Here comes the most important and easiest part:
After installing ClearML python package using:
pip install clearml
integrating ClearML into your training code requires only adding these two lines:
from clearml import Task
task = Task.init(project_name="YOLOv8",
task_name="detection_training")
By adding these two lines of code, your run can be captured in the ClearML Experiment Manager. Congratulations, you are now ready for the next step!
In our case, we will be training the YOLOv8 algorithm for benchmarking purposes. We will provide the complete code at the end of the steps. When utilizing ClearML for training your machine learning models, you can access an extensive range of features that provide you with valuable insights throughout the entire training process. This powerful platform enables you to monitor all the scalars, plots, and other essential metrics during and after training your model, giving you complete control and understanding of your model’s performance as you can see in the pictures below extracted from training YOLOv8:
In the ClearML Experiment Manager, locate your experiment, clone it, and edit the parameters to your liking. ClearML will give you the chance to edit all the hyperparameters you want. After making your desired changes, simply click ‘Save’.
After saving the draft, if you want to run the training again with your edits, simply proceed to enqueue it as demonstrated in the following step.

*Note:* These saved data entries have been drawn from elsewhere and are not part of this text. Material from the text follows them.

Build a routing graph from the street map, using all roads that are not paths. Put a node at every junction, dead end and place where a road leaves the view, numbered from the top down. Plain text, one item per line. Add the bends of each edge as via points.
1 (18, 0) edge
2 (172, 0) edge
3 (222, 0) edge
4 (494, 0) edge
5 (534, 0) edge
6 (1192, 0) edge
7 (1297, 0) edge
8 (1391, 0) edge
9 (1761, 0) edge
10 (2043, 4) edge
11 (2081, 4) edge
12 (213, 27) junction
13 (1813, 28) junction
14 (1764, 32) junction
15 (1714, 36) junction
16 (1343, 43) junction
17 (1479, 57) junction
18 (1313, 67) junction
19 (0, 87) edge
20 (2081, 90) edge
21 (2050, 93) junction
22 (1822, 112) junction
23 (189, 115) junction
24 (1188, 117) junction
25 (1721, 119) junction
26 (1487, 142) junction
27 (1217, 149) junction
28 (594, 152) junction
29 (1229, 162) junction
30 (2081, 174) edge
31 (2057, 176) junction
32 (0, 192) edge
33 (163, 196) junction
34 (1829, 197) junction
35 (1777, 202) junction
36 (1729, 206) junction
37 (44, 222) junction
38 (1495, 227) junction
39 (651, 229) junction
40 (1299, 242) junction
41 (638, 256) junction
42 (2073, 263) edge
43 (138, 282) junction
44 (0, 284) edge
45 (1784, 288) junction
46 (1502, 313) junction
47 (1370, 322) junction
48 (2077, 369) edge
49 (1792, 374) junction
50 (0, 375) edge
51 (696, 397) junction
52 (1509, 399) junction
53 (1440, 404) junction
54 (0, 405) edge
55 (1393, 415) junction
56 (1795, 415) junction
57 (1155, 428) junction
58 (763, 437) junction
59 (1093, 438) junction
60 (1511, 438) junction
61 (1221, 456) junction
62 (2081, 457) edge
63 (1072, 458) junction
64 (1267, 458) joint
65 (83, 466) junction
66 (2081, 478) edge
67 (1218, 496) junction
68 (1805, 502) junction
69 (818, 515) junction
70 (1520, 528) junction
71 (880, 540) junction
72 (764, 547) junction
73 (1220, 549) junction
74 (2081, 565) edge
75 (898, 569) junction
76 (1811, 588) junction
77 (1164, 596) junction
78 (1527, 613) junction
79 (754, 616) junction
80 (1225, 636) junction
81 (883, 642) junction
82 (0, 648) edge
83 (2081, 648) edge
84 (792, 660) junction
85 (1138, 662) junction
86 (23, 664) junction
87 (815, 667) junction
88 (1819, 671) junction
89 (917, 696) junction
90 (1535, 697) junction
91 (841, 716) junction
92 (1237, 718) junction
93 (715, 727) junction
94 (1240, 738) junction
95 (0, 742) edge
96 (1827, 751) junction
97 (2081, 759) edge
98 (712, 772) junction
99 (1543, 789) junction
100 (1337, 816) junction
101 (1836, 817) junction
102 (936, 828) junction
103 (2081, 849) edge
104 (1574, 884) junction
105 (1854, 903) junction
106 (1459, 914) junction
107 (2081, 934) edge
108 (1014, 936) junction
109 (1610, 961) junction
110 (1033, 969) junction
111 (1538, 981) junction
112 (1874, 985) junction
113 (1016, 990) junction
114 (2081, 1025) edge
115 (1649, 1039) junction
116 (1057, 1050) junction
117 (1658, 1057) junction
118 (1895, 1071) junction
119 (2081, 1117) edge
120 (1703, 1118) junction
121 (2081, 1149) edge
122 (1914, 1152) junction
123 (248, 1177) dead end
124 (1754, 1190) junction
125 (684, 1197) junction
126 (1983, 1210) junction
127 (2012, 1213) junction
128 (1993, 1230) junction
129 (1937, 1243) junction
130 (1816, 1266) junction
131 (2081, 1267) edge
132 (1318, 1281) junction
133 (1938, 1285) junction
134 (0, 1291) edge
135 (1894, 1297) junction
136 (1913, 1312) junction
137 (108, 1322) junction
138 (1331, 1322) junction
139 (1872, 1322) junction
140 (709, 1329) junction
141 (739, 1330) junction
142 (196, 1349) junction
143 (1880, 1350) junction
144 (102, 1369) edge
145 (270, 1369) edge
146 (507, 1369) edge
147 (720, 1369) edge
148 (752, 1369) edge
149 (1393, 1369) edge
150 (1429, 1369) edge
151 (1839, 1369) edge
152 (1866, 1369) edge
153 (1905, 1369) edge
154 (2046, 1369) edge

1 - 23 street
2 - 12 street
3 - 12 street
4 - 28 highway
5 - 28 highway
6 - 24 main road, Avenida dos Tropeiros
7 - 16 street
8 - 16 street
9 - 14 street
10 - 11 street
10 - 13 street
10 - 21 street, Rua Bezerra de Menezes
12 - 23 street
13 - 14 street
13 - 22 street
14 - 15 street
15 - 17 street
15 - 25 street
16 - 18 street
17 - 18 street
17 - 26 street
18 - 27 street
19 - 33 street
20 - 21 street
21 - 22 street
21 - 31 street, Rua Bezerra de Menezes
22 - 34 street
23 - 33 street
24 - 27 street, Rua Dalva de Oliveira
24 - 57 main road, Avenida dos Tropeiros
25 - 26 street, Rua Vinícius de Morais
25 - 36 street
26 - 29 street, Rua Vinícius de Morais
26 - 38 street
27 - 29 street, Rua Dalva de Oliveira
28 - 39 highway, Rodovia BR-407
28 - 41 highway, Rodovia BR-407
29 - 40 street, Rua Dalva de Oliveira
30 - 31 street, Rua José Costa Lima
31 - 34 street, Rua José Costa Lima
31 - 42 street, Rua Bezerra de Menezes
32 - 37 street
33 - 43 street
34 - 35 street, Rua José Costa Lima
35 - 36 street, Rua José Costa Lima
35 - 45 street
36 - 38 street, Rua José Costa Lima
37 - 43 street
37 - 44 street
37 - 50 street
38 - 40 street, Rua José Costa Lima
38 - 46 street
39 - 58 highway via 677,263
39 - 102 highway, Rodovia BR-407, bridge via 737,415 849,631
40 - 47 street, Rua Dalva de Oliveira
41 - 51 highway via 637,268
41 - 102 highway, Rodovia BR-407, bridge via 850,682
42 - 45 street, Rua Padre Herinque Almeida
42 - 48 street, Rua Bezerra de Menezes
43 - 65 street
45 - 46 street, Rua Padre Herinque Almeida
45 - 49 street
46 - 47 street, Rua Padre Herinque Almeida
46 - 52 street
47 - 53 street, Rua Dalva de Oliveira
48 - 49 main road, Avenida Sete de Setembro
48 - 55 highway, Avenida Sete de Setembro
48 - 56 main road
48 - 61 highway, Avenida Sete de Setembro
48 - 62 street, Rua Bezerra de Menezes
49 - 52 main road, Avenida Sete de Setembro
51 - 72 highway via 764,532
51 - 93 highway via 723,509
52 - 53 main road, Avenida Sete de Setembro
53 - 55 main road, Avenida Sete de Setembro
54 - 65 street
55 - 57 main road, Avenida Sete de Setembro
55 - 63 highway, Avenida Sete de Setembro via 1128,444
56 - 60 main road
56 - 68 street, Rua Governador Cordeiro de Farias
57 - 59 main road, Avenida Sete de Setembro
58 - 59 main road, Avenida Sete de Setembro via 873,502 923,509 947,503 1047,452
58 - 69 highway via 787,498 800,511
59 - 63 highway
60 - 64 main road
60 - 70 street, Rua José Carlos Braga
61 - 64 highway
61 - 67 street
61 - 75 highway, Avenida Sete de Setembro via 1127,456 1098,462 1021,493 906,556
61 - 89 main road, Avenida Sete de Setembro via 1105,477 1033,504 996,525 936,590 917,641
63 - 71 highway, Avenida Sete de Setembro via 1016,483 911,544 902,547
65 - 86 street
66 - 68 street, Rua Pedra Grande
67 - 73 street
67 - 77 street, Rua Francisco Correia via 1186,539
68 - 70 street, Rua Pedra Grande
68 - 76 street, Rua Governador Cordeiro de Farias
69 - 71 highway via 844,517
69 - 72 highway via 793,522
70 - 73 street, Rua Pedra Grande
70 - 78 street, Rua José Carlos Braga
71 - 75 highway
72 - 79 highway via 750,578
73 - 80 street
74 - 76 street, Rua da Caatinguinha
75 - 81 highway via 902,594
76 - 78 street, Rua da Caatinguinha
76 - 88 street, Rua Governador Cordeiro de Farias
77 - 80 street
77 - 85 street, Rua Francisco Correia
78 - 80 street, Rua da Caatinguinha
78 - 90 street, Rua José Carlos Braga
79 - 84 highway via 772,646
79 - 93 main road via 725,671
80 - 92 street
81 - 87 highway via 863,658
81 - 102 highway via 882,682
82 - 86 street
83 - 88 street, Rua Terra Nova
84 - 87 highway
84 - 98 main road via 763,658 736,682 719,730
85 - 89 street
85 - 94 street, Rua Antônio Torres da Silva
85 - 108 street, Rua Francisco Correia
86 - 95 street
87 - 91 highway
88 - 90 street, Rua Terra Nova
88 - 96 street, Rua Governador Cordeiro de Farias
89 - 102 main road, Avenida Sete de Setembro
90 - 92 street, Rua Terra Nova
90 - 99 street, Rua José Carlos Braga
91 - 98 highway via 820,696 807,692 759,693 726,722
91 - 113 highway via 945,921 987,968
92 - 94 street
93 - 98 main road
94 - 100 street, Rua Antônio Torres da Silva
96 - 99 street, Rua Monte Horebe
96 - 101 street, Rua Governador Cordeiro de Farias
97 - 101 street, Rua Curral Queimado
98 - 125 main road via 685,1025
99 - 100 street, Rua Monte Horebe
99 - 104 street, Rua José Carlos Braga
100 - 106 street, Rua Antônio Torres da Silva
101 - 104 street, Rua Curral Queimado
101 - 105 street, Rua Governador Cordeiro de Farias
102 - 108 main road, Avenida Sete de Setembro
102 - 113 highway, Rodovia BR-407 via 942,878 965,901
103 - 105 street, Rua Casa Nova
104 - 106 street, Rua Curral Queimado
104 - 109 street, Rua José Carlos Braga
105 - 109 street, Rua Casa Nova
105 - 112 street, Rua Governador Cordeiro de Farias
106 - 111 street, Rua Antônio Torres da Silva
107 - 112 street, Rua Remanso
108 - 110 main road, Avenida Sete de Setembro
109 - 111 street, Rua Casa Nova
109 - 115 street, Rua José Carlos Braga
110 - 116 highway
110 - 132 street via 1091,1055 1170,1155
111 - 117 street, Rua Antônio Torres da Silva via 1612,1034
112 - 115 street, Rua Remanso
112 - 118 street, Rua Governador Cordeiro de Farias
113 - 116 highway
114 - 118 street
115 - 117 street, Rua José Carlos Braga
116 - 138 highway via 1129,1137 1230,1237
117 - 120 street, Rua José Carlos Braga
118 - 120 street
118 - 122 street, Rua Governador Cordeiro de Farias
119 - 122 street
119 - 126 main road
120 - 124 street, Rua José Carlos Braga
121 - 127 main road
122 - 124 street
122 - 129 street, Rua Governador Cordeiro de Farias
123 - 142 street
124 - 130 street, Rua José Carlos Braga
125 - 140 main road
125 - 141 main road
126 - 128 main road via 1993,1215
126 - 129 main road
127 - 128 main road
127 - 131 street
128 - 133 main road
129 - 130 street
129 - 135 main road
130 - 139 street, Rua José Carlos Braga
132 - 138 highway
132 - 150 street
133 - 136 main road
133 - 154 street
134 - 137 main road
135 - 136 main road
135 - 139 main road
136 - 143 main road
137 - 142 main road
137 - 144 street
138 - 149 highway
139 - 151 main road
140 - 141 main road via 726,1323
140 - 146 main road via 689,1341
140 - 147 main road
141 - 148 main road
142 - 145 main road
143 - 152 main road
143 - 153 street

ClearML orchestrates remote machines and schedules tasks on them. After running an experiment, it stores a copy on the server. Using task queues and autoscalers, ClearML automatically allocates workers when needed. To rerun an experiment on a cloud machine, enqueue your task after you clone it and wait for the Autoscaler to detect it.
The Autoscaler will then set up a remote GPU machine to execute the task. Once the task starts running, you can monitor its progress in real time through the Experiment Manager. After it’s completed, you’ll find all relevant outputs and your newly trained model file.
This brief introduction has provided an overview of integrating ClearML into your codebase. To delve further into the incredible features it offers, consider visiting the ClearML Knowledge Base or their YouTube Channel. We guarantee that you won’t be disappointed as you uncover the full potential of this powerful platform!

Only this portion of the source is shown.